The Tyson Foods plant in Glen Allen closed in 2023. (Photo by Chad Williams)
In the five years prior to its closing in 2023, the Tyson Foods factory in Glen Allen dumped nearly 5 million pounds of pollutants into an unnamed Hanover County creek. The pollution met federal standards. But those limits could soon change under new rules currently being considered by the U.S. Environmental Protection Agency.
The findings come in a report released April 29 by the nonprofit Union of Concerned Scientists that looked at waste discharged at Tyson facilities across the nation from 2018 to 2022. Overall, about 371 million pounds of waste was released into waterways.
“The idea here was to look at kind of the massive hold a megacorporation like Tyson has on our food and farming system, but also its subsequent impact on the environment,” says study co-author Omanjana Goswami, an agricultural scientist.

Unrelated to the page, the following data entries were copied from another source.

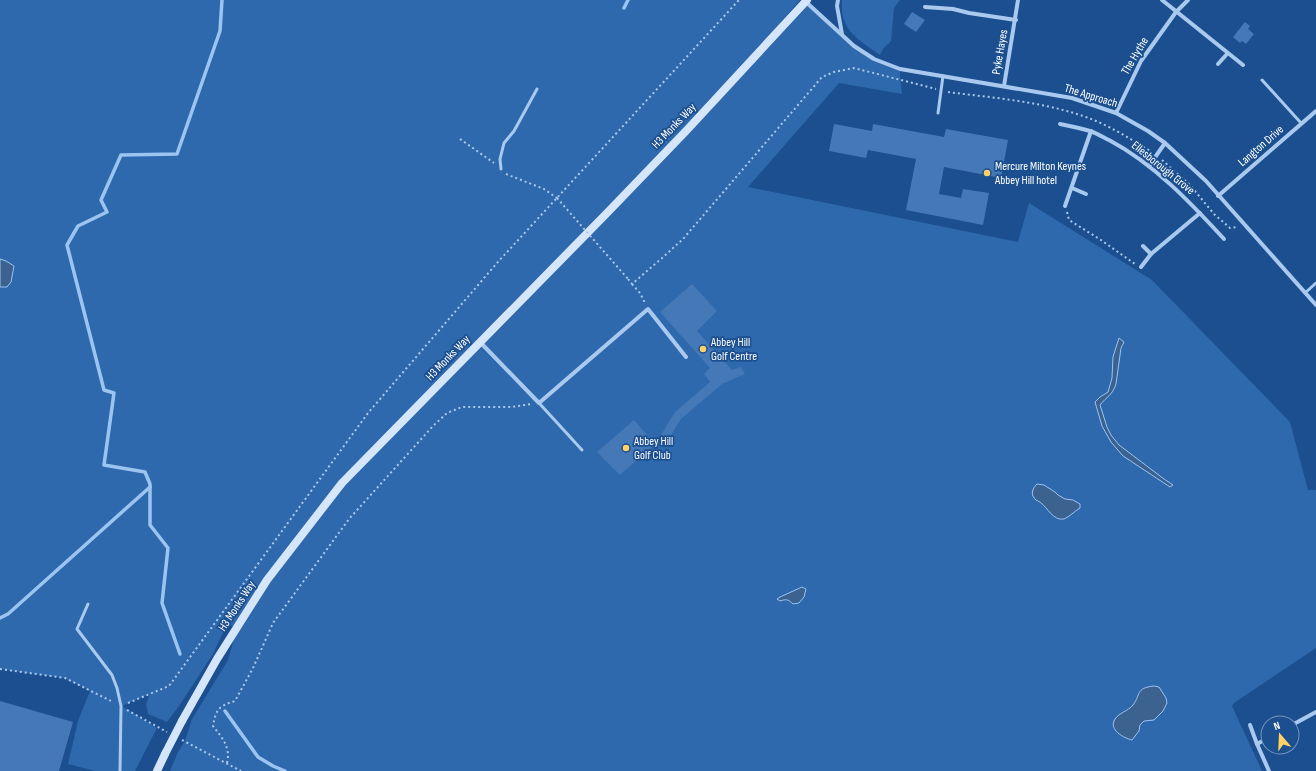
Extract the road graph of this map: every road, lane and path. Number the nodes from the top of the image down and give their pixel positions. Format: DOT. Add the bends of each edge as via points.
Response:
graph roads {
  1 [pos="739,0"];
  2 [pos="838,0"];
  3 [pos="1018,0"];
  4 [pos="1162,0"];
  5 [pos="1188,0"];
  6 [pos="806,1"];
  7 [pos="925,7"];
  8 [pos="1176,12"];
  9 [pos="1016,20"];
  10 [pos="842,34"];
  11 [pos="1227,54"];
  12 [pos="1218,64"];
  13 [pos="1243,66"];
  14 [pos="943,76"];
  15 [pos="1262,80"];
  16 [pos="1004,86"];
  17 [pos="537,89"];
  18 [pos="941,91"];
  19 [pos="1316,111"];
  20 [pos="938,112"];
  21 [pos="1116,113"];
  22 [pos="1301,123"];
  23 [pos="1060,124"];
  24 [pos="1091,131"];
  25 [pos="1165,143"];
  26 [pos="1157,156"];
  27 [pos="1149,166"];
  28 [pos="501,169"];
  29 [pos="1072,188"];
  30 [pos="1086,194"];
  31 [pos="1218,196"];
  32 [pos="557,198"];
  33 [pos="1065,206"];
  34 [pos="1200,213"];
  35 [pos="1242,222"];
  36 [pos="1224,239"];
  37 [pos="1143,246"];
  38 [pos="1151,254"];
  39 [pos="1142,267"];
  40 [pos="1316,283"];
  41 [pos="632,284"];
  42 [pos="1305,293"];
  43 [pos="1316,305"];
  44 [pos="648,309"];
  45 [pos="479,342"];
  46 [pos="686,357"];
  47 [pos="539,402"];
  48 [pos="582,450"];
  49 [pos="88,604"];
  50 [pos="0,669"];
  51 [pos="121,706"];
  52 [pos="1316,712"];
  53 [pos="1300,721"];
  54 [pos="1250,725"];
  55 [pos="172,734"];
  56 [pos="178,738"];
  57 [pos="1260,742"];
  58 [pos="1257,744"];
  59 [pos="227,763"];
  60 [pos="120,771"];
  61 [pos="156,771"];
  62 [pos="241,771"];
  63 [pos="1269,771"];
  1 -- 32 [label="path"];
  2 -- 10 [label="street"];
  3 -- 9 [label="street, Pyke Hayes"];
  4 -- 8 [label="street"];
  5 -- 8 [label="street, The Hythe"];
  6 -- 10 [label="street, The Approach"];
  6 -- 45 [label="street, H3 Monks Way" via="607,214"];
  7 -- 9 [label="street, Pyke Hayes" via="954,9 969,14"];
  8 -- 11 [label="street"];
  8 -- 21 [label="street, The Hythe" via="1141,61"];
  9 -- 16 [label="street, Pyke Hayes"];
  10 -- 14 [label="street, The Approach" via="854,46 874,59 900,69"];
  11 -- 12 [label="street"];
  11 -- 13 [label="street"];
  14 -- 16 [label="street, The Approach"];
  14 -- 18 [label="lane"];
  15 -- 22 [label="lane"];
  16 -- 21 [label="street, The Approach" via="1072,98"];
  17 -- 28 [label="lane" via="514,131 504,143 500,159"];
  18 -- 20 [label="lane"];
  18 -- 26 [label="path" via="1034,103 1083,116 1128,138"];
  18 -- 41 [label="path" via="854,68 822,77 683,239"];
  19 -- 22 [label="street, Langton Drive"];
  21 -- 25 [label="street, The Approach"];
  22 -- 31 [label="street, Langton Drive"];
  23 -- 24 [label="street, Ellesborough Grove"];
  24 -- 27 [label="street, Ellesborough Grove" via="1121,146"];
  24 -- 29 [label="street"];
  25 -- 26 [label="street"];
  25 -- 31 [label="street, The Approach" via="1206,181"];
  26 -- 27 [label="street"];
  26 -- 35 [label="path" via="1190,185 1214,214 1230,228 1235,228"];
  27 -- 34 [label="street, Ellesborough Grove"];
  29 -- 30 [label="street"];
  29 -- 33 [label="street"];
  31 -- 35 [label="street, The Approach"];
  32 -- 41 [label="path, bridge"];
  32 -- 51 [label="path" via="368,413 169,686"];
  33 -- 39 [label="path" via="1069,220"];
  34 -- 36 [label="street, Ellesborough Grove"];
  34 -- 38 [label="street"];
  35 -- 42 [label="street, The Approach"];
  37 -- 38 [label="street"];
  38 -- 39 [label="street"];
  40 -- 42 [label="lane"];
  41 -- 44 [label="path"];
  42 -- 43 [label="street, The Approach"];
  44 -- 46 [label="street"];
  44 -- 47 [label="street"];
  45 -- 47 [label="street"];
  45 -- 61 [label="street, H3 Monks Way, bridge" via="342,483 267,580 217,659"];
  47 -- 48 [label="lane"];
  47 -- 59 [label="path" via="512,407 462,407 447,413 349,519 273,623 235,701 221,706 214,716 213,726 224,741 229,755"];
  49 -- 51 [label="lane" via="77,629 112,675"];
  50 -- 51 [label="path" via="64,678"];
  51 -- 55 [label="path"];
  51 -- 60 [label="lane"];
  52 -- 53 [label="street"];
  54 -- 58 [label="street"];
  56 -- 59 [label="path"];
  57 -- 58 [label="street"];
  58 -- 63 [label="street"];
  59 -- 62 [label="path"];
}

According to the EPA, waste discharged at the Hanover County chicken processing plant in 2022 mostly consisted of suspended solids, as well as chloride, ammonia, phosphorus and zinc. These nutrients can fuel algal blooms that choke out underwater life and can harm humans and other land animals.
According to the 2022 report, Tyson treated all wastewater before it was released from the Glen Allen plant into the creek, which flows into the nearby Chickahominy River. The company in a statement says it “uses a robust management system to mitigate environmental risks and impact, and we strive to run our operations as responsible stewards of our natural resources. ... This report does not acknowledge our ongoing compliance with EPA regulations and certification by the [US] Water Alliance for our strong water management practices.”
The Glen Allen facility accounted for the bulk of the 5.2 million pounds of wastewater Tyson discharged in Virginia, according to the Concerned Scientists study. Its Eastern Shore plant in Temperanceville generated 282,644 pounds of pollutants, and 12,314 pounds came from operations in Amelia County. The Virginia totals represent 1% of the 371 million pounds of pollutants Tyson released nationally, more than half of which came from its facilities in Nebraska, Illinois and Missouri.
In recent years, the Glen Allen plant was cited just once for a violation in late 2022, related to the population of a water flea that helps scientists track effluent toxicity. But now the EPA is considering new limits on nitrogen and phosphorus releases that it says could cut wastewater discharge by 100 million pounds per year at about 850 of the nation’s 5,000 meat and poultry facilities. The Union of Concerned Scientists has testified in favor of the rules.
“The shocking thing,” says study co-author Stacy Woods, research director of the UCS food and environment program, “is that when Tyson dumped these over 370 million pounds of pollutants directly into our waterways over five years, they were pretty much following the rules. But we think that those rules definitely need to change.”